A Sputnik Deutschland correspondent traveled to Pulsnitz and spoke with local people there. They told him that Linda grew up in a Protestant family, and her parents are separated.
"I knew Linda," said one local resident, who wished to remain anonymous.
"She was a very quiet girl, barely attracted attention. I know that she had family problems, especially with her stepfather. She could not cope with him at all, this was probably one of the triggers for her flight. I found out later that Linda had made contact with young Muslim men from the Arab world on the Internet. She probably met a boyfriend there and was greatly influenced by him, as young girls are. Ultimately, he was able to persuade her to come to the Middle East as an IS fighter."
In the small community of Pulsnitz, it was an open secret that Linda was becoming increasingly involved with radical Islam.

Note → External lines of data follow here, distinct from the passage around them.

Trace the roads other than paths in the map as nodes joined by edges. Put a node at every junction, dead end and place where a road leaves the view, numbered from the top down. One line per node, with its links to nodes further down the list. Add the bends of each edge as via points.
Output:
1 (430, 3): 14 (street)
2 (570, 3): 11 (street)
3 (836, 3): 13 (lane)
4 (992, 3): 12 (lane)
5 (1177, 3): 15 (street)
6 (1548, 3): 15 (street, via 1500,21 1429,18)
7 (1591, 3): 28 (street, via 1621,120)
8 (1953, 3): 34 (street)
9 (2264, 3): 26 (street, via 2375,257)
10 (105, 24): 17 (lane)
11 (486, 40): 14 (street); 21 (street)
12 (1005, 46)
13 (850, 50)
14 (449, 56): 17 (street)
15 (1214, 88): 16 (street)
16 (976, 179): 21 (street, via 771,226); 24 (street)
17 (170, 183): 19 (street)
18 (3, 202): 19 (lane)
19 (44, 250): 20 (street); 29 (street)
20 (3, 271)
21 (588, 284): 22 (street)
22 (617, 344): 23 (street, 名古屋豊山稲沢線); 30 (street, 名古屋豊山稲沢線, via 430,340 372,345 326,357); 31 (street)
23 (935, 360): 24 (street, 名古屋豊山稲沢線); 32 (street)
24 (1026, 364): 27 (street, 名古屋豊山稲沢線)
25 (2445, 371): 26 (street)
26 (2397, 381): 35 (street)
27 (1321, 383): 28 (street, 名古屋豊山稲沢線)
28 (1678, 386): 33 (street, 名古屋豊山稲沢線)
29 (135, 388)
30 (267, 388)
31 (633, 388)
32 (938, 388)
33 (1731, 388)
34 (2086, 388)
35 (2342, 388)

"I find it amazing that parents and teachers were aware of her increasing Islamic sentiments, but did nothing. A particularly spicy detail is the fact that her parents actually gifted her a Koran before she left. They certainly didn't think it through and couldn't foresee what it would lead to," the neighbor said.
Mayor of Pulsnitz Barbara Lueke also knows Linda's family and wasn't shocked at her disappearance.

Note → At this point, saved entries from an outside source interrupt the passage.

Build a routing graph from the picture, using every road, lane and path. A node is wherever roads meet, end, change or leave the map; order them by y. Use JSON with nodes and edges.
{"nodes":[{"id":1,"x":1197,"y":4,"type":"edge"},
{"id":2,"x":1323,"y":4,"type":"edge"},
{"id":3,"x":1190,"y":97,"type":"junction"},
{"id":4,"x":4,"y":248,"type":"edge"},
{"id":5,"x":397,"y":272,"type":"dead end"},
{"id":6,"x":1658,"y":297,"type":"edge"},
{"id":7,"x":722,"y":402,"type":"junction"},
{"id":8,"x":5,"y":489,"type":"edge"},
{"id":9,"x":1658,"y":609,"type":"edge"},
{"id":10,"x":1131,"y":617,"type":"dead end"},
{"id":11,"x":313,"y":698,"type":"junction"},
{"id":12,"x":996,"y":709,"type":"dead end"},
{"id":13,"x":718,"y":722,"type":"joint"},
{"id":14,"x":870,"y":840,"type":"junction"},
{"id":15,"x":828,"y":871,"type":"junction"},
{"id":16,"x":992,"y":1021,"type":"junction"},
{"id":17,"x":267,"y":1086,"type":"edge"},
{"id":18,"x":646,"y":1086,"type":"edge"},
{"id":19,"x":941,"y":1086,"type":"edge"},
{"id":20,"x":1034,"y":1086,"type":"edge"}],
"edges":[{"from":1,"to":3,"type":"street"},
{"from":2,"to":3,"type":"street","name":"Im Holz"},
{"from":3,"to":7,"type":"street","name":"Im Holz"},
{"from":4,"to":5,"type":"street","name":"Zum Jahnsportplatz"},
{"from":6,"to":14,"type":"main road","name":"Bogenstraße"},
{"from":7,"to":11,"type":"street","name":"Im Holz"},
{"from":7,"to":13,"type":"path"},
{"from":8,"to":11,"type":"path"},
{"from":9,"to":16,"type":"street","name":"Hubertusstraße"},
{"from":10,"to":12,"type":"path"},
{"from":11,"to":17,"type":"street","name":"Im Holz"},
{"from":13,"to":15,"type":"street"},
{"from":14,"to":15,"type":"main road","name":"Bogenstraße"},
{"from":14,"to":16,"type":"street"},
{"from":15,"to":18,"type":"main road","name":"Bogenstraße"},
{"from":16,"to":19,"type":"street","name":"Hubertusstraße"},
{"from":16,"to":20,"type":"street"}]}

"No, I was not shocked when I first heard about Linda's case," she told Sputnik.
"Something has happened which I have been warning about for a long time. Namely, the danger that our youth is being influenced over the Internet. In a way, we are no longer in control. Linda radicalized herself through online contact with Islamic fundamentalists. It used to be easy to keep an eye on somebody: you knew who lived where, what relatives and friends they had. You could guess relatively well what was going on. That's no longer possible today," she said.
She said that local people reacted with "disbelief and horror" when they heard that Linda had gone to join Daesh.
"A lot of people couldn't believe it, a girl from our little town. You have to recall that there is no refugee center in Pulsnitz and probably not even any practicing Muslims. In any case, we are a city that under no circumstances could have been the starting point of radicalization. We have 7,800 inhabitants, no refugees and nevertheless such a case has happened in our town. In my opinion, this could be possible in every city that has an internet connection," Lueke warned.
"Of course, we want and hope for her to come home safely. Apart from that, our citizens are experiencing a lot of media presence here. In actual fact, no one can say anything for sure, because we can only guess that Linda is actually the person we see there in the pictures," Lueke pointed out.
On Saturday, German media reported that the young woman seen in the photos, hidden in a Daesh tunnel, is in fact Linda W.
"Linda W. has been identified in Iraq," the Dresden public prosecutor's office confirmed to the local Saechsische Zeitung newspaper. Yazidi politician Vian Dakhil, a deputy in the Iraqi parliament, told the newspaper that the Iraqi army has handed Linda over to the police, who are questioning her at a military camp in Baghdad.
While the German consulate in Baghdad has been in contact with Linda, Iraq has no extradition agreement with Germany and Dakhil says that she will be tried in Iraq.
"She came to fight against the Iraqi people, so must face trial here," the politician said.